EXERCISE MATERIAL below:
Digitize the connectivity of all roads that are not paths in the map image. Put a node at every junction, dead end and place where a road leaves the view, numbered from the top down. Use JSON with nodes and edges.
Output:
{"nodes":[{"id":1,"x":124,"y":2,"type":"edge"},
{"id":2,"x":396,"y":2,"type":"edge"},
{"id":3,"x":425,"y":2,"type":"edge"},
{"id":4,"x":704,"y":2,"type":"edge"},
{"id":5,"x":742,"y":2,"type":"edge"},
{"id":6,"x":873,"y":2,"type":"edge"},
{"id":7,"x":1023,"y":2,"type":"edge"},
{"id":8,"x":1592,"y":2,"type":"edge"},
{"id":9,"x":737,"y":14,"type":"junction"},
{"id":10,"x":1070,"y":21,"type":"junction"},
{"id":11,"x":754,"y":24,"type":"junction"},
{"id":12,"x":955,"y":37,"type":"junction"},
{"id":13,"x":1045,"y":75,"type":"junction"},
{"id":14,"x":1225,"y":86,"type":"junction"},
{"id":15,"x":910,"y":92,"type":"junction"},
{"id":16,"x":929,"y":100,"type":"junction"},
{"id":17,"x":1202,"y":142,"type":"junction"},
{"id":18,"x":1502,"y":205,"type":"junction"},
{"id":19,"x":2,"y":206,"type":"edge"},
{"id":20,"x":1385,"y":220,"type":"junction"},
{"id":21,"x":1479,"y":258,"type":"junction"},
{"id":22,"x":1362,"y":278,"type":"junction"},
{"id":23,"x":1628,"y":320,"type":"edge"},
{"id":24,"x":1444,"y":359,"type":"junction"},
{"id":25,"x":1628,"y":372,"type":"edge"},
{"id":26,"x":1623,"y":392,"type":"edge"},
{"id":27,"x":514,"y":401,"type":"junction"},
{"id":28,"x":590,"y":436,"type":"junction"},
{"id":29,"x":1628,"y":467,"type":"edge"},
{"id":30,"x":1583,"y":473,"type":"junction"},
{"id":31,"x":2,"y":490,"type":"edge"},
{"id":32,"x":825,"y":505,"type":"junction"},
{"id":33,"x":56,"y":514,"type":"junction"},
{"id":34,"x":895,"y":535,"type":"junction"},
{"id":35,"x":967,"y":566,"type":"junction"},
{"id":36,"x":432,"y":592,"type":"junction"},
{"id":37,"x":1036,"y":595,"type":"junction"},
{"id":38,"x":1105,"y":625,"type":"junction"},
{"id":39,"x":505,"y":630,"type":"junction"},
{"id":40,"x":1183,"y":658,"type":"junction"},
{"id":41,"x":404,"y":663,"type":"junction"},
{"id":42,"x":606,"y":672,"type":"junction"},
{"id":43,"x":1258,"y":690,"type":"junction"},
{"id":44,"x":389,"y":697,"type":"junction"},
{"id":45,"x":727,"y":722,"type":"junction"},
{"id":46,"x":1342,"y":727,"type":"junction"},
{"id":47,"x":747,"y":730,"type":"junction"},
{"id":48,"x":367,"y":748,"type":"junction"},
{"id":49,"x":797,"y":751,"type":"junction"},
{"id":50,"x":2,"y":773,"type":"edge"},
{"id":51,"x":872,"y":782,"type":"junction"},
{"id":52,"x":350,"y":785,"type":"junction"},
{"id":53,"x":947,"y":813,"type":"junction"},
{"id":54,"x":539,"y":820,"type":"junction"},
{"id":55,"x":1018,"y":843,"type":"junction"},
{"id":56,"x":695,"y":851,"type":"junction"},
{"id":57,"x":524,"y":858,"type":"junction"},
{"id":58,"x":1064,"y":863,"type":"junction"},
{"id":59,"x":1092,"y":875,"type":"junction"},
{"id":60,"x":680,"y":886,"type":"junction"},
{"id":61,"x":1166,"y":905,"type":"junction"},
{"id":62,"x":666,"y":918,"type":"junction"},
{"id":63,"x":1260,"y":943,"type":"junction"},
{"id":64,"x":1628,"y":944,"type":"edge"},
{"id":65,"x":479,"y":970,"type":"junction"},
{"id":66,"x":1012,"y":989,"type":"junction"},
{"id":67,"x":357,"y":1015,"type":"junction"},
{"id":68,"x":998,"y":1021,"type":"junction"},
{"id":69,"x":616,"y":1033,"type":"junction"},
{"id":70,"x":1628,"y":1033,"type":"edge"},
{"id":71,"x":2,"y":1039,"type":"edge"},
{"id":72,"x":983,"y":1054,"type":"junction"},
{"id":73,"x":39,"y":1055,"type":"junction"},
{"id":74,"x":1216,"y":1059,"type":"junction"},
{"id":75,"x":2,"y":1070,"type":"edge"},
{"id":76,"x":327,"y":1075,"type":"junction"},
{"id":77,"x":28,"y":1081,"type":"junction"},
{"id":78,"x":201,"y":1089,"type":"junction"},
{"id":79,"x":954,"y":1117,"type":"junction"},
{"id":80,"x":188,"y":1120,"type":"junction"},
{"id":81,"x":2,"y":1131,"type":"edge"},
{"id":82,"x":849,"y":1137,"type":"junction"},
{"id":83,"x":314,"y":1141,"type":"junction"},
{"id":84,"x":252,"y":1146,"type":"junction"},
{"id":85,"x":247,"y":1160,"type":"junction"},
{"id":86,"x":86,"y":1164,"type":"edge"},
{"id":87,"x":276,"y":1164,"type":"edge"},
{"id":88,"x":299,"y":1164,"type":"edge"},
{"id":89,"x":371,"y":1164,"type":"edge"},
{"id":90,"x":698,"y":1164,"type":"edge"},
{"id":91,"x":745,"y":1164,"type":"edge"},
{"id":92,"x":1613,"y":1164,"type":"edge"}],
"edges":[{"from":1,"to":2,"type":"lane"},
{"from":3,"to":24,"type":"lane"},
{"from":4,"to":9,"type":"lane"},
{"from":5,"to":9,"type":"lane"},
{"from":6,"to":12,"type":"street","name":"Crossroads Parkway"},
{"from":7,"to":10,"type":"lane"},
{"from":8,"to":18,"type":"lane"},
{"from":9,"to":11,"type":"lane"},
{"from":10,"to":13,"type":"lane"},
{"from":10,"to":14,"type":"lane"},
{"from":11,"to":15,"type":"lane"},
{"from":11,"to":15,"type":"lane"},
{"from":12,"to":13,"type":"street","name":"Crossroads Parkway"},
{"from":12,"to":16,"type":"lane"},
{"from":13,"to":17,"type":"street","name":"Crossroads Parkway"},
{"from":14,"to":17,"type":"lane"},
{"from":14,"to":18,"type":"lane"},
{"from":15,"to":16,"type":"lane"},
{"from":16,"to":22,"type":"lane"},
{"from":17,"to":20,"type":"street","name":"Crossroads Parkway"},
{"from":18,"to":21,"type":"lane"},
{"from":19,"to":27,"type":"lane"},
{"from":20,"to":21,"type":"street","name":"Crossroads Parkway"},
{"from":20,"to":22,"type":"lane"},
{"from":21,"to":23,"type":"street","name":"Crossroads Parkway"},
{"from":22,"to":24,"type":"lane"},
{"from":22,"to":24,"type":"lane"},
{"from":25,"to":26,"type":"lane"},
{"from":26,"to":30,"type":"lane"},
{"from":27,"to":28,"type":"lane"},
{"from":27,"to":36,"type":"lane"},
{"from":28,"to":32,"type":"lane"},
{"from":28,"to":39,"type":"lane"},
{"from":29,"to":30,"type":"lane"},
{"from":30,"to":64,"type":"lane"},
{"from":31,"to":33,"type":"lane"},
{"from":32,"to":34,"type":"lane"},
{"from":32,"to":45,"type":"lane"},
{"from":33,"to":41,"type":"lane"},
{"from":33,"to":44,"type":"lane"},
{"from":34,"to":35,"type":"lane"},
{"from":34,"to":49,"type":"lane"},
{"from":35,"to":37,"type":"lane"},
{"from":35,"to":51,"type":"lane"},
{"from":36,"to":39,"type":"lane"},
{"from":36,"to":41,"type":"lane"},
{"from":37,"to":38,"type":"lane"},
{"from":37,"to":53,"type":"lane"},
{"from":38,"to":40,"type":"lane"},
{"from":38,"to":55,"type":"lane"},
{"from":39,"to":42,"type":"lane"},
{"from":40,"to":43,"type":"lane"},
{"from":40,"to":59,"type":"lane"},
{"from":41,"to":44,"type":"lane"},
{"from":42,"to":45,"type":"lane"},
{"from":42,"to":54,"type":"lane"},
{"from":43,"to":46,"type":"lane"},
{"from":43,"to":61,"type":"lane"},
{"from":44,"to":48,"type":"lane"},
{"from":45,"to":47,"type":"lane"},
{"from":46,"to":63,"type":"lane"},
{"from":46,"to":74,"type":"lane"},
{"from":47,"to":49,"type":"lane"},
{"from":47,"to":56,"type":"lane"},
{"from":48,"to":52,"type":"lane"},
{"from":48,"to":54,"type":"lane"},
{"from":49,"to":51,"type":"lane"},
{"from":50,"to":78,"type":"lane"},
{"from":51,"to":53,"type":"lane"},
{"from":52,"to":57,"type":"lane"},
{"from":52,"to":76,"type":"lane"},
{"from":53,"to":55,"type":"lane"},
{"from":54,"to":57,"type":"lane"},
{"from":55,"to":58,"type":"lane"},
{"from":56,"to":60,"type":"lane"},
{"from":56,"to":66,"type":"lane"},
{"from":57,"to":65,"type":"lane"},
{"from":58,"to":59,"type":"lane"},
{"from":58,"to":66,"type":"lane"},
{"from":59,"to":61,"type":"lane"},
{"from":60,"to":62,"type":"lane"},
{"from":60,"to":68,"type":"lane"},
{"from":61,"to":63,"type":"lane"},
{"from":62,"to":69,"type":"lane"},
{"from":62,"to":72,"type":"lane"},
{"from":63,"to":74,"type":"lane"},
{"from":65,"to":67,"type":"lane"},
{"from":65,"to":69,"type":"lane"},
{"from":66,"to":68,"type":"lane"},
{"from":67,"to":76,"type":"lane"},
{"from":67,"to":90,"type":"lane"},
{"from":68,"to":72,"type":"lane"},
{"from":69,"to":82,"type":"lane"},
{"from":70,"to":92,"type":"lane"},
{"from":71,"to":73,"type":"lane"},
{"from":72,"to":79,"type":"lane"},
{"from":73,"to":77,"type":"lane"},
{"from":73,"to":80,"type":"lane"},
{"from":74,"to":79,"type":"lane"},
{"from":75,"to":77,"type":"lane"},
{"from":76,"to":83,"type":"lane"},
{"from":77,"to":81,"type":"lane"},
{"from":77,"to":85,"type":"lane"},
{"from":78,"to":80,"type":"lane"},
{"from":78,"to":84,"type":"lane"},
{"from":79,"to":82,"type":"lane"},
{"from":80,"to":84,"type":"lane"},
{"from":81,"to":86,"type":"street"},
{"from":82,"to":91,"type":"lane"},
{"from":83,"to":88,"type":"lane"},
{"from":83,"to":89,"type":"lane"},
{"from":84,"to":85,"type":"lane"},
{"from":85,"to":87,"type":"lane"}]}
End of EXERCISE MATERIAL.
→ WHAT YOU ARE ASKED TO DO
Note how many lines in the material contain the string "name", and give that number alone.

→ RESPONSE FOR THIS EXERCISE
6